Goggins' care is different, if also complicated and necessary. While the medical team tends to the physical wounds, Goggins offers immediate emotional support in traumatic moments, and she also tries to answer a question that some say isn’t asked nearly enough in Chicago: What other treatment and help do victims of violence need?
Goggins’ first job is, as she describes it, is to “hold space," for people in those first minutes after they’ve been shot or stabbed or beaten. Some don’t or can’t talk. But if they do, Goggins is there to listen about whatever they want to share, which is often the shock of what it feels like to be targeted for violence or, often, death.
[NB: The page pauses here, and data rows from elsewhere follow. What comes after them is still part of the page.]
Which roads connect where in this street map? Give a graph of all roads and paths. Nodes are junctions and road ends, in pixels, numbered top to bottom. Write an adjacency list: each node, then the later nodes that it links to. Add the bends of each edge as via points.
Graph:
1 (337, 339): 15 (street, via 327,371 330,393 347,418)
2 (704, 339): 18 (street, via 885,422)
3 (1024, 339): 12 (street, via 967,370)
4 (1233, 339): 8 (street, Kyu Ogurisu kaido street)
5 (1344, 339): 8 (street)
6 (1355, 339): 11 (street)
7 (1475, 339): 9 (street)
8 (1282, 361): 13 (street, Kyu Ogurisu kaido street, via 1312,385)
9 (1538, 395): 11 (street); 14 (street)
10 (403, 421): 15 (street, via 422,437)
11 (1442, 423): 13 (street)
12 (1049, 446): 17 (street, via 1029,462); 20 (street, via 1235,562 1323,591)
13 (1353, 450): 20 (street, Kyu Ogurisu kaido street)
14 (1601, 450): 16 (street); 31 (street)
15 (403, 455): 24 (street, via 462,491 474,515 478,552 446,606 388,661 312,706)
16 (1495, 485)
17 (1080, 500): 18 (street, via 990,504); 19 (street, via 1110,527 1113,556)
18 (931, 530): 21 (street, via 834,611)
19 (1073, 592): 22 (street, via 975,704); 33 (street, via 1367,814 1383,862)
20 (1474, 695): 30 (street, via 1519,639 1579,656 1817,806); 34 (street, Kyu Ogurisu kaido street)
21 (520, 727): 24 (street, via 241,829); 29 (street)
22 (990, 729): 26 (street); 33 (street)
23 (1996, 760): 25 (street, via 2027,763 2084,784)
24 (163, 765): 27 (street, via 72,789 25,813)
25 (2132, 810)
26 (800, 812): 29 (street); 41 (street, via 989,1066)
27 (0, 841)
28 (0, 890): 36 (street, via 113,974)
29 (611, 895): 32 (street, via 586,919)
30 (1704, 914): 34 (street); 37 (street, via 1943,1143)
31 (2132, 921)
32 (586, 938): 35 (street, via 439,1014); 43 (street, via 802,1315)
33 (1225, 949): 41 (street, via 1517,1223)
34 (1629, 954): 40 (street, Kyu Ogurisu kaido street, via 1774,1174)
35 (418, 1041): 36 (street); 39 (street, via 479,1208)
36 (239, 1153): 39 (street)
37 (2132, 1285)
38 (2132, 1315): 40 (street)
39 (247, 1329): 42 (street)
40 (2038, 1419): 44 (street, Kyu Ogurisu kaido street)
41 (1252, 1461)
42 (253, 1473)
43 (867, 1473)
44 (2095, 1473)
Later, Goggins shifts to the second part of her mission. It is what she calls “finding justice” for her patients by trying to make sure they and their loved ones have what they need to feel safe, whether it is housing, mental health counseling, a job or even something as simple as food.
“Justice looks like having someone advocate for them and having someone really give them the resources they need to be a survivor," she said. "It gives them their control back, and I think when you seek justice that is what you really want. It is not ‘an eye for an eye’. It is, ‘I want somebody to care that this happened to me. I want some resources. I want to feel safe.’”
The Violence Recovery Program opened in 2018 to serve adult and pediatric trauma patients and their families at University of Chicago Medicine. The recovery program is part of an emerging field of hospital-based violence intervention programs that emphasize the urgent need to treat not only physical wounds of violence but also the emotional and mental trauma and social upheaval, such as loss of a job, that victims suffer.
The work is driven by research showing there are strong indicators that a person who suffers a violent injury is at risk to be hurt again. So what Goggins and the other specialists are trying to identify is what has put a patient at risk for injury in the first place and help them address it.
“The more we think about the act of violence as a health issue, the more we start to think about the factors, all of the factors, that are at the root of interpersonal violence,” said Mark Ohrtman, manager of the Violence Recovery Program and Goggins' supervisor.
There are immediate concerns to address, including whether the patient feels they are at risk of being targeted again. Housing is a huge requirement, both the need to immediately relocate people for safety or find a stable long-term living situation. People want help finding jobs too. Goggins provides links to services that can meet their needs, going as far as helping them fill out the necessary paperwork.
“If you don’t understand the ‘why,’ we are never going to get to a real solution,” she said. “The key to any type of change, reform, is understanding that culture. We have to get to those people, what leads them to committing violence?”